*Task objective*.
Your response must be made up of each line in the data below that contains the string "graph".

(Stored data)
━━━━━━━━

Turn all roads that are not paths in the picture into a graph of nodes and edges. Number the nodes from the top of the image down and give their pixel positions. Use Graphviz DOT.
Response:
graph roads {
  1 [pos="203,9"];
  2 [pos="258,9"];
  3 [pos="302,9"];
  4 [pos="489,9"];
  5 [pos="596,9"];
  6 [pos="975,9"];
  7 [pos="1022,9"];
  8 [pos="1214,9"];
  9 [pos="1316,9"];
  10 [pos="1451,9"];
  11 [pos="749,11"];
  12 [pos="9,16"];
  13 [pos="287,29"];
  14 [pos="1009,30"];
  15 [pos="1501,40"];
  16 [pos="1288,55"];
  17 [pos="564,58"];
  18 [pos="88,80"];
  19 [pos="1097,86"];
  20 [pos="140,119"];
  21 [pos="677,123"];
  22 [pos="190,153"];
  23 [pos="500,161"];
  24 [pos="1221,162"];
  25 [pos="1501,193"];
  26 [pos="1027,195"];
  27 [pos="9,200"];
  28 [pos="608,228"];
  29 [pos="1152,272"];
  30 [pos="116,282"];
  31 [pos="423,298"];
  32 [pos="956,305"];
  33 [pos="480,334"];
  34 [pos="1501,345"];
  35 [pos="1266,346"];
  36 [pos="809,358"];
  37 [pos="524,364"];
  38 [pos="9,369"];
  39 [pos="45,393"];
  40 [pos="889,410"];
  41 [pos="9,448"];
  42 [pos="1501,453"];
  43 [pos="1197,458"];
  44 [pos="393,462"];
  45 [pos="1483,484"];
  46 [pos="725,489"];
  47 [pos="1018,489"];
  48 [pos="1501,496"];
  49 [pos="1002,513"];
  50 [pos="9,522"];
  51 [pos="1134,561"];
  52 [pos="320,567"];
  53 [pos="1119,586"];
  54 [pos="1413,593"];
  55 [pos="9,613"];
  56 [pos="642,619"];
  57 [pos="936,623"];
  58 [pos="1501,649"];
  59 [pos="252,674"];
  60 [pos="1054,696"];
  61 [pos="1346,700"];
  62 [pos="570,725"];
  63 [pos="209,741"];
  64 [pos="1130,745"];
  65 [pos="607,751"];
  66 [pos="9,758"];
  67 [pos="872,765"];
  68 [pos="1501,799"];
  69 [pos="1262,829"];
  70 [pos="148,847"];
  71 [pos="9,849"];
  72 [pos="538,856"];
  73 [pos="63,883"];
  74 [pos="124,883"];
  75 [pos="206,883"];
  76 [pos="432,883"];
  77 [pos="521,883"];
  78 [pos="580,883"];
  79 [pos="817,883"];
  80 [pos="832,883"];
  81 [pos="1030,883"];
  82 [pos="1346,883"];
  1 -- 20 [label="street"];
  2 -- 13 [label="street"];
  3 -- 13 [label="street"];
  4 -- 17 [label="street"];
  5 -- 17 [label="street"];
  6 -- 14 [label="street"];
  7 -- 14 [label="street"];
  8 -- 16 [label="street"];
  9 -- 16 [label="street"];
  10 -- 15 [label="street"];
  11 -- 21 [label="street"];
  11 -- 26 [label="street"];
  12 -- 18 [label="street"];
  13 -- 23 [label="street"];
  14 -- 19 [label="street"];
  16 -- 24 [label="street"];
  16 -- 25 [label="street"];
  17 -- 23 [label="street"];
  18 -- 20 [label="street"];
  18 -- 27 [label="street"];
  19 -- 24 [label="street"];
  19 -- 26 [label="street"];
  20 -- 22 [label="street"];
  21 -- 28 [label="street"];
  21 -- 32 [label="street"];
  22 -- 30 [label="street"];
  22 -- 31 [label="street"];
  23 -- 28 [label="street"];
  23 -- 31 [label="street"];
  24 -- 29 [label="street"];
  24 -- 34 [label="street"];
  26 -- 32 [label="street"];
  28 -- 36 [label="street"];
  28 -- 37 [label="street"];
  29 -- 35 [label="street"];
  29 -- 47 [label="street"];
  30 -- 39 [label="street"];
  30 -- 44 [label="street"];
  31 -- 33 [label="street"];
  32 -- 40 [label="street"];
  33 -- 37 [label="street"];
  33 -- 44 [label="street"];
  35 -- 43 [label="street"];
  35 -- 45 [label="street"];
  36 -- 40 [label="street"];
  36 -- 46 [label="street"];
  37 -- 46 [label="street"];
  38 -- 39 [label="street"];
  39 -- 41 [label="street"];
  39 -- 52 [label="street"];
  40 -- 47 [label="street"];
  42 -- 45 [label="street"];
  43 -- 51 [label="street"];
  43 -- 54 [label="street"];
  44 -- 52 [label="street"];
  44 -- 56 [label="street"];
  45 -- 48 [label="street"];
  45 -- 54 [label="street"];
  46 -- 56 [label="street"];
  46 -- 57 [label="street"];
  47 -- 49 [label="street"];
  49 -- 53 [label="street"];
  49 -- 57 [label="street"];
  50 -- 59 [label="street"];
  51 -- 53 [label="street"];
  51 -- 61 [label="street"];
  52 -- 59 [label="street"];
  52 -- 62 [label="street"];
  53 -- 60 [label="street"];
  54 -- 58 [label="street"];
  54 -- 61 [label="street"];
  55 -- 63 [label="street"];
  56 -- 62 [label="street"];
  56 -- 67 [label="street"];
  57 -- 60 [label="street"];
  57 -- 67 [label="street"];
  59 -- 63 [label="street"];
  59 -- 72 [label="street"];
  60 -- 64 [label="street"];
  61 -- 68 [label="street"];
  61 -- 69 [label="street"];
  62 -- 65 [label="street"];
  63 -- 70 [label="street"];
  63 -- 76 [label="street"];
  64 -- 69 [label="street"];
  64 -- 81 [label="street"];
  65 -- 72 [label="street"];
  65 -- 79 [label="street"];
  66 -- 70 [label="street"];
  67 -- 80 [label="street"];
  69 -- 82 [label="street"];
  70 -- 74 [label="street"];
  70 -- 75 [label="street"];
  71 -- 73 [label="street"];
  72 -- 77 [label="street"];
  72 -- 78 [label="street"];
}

━━━━━━━━

*Written response*.
Turn all roads that are not paths in the picture into a graph of nodes and edges. Number the nodes from the top of the image down and give their pixel positions. Use Graphviz DOT.
graph roads {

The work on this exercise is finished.